After 9 years, all Banks should be ready for presenting their books according to the new standards; we’ll see next year if they really are.

In my opinion IFRS 9 represents two critical challenges:

- According to a survey conducted by the European Banking Authority,  European banks estimate an increase of provisions of 18% on average (and up to 30% for 86% of the respondents) compared to the current levels of provisions under IAS 39. On the other hand, the common equity tier 1 (CET1) ratios are expected to decrease on average by up to 59 basis points (bps) (and up to 75 bps for 79% of the respondents). In limited cases the impact of IFRS 9 could be higher. This represents a very relevant reduction of the Capital ratios of Banks, reducing their capacity to lend and invest.

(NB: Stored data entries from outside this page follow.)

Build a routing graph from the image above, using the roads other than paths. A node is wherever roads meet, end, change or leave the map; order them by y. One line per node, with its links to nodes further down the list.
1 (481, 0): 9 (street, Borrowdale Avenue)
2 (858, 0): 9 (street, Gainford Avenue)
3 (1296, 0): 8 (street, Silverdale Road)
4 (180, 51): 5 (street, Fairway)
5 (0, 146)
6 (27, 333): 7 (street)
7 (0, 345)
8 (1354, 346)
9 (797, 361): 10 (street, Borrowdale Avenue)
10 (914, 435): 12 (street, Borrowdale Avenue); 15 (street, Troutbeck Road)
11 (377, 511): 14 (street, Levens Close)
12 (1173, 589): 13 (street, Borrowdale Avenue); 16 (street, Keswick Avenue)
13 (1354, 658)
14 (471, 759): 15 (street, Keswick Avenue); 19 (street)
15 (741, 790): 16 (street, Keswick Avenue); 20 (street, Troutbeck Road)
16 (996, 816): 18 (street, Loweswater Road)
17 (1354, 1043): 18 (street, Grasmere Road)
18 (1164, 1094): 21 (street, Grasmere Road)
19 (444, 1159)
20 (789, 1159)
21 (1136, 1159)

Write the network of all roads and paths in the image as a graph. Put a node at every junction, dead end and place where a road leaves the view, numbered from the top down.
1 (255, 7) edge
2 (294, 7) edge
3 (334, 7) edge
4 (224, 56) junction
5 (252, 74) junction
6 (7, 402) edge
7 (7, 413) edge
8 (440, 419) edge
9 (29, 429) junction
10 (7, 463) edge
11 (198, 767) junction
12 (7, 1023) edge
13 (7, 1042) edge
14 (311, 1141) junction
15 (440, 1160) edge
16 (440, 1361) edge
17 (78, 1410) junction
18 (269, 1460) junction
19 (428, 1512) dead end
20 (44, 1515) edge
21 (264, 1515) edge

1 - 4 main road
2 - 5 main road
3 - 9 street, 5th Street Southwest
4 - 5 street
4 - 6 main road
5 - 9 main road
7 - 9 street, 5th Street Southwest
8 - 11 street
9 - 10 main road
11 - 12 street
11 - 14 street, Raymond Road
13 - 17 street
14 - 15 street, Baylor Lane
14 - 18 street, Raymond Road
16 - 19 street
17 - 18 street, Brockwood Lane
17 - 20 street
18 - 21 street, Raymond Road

http://www.eba.europa.eu/-/eba-provides-its-views-on-the-implementation-of-ifrs-9-and-its-impact-on-banks-across-the-eu

- Regulators are watching very closely and they are expecting robust reporting systems, providing reconcilable results, proving the strict implementation of the standards. This represents a lot of stress on the Information Systems of Banks, many of them supported by legacy systems, which are far from being capable of fulfilling the regulators expectations.

SAP Bank Analyzer provides the best answer for tackling these challenges:
Bank Analyzer provides the Fair Value of every Financial Transaction (Over The Counter Contract) and every Financial Instrument (Security or Listed Derivative) with the AFI Module. Additionally, determines the Risk Weighted Assets (Capital Requirements) of every contract, with the Basel III Module.

With information, the Banks Capital Managers can determine contract by contract the Profit or Losses generated by every Contract, and the Capital consumed by it.

Additionally, every contract is categorized by a set of Reporting Dimensions which will provide the basis for Business and Regulatory Reporting. Aggregating bottom up every contract, according to the values of its Reporting Dimensions, the Banks Capital Managers will estimate the Profit or Losses generated by every micro-portfolio, including the performance of the portfolio in stressed scenarios.

Insurance companies, will face very similar challenges with the implementation of IFRS 17, with effective date January 1, 2021, and Bank Analyzer, or in this case Insurance Analyzer, is also the best alternative to support the challenges that will come with it.

We’ll talk about it in a future blog.

Looking forward to read your opinions.

Join the SAP Banking Group at: https://www.linkedin.com/groups/92860

Visit my SAP Banking Blog at: http://sapbank.blogspot.com/

Let's connect on Twitter: @FerranFrancesGi

Kind Regards,

Ferran Frances.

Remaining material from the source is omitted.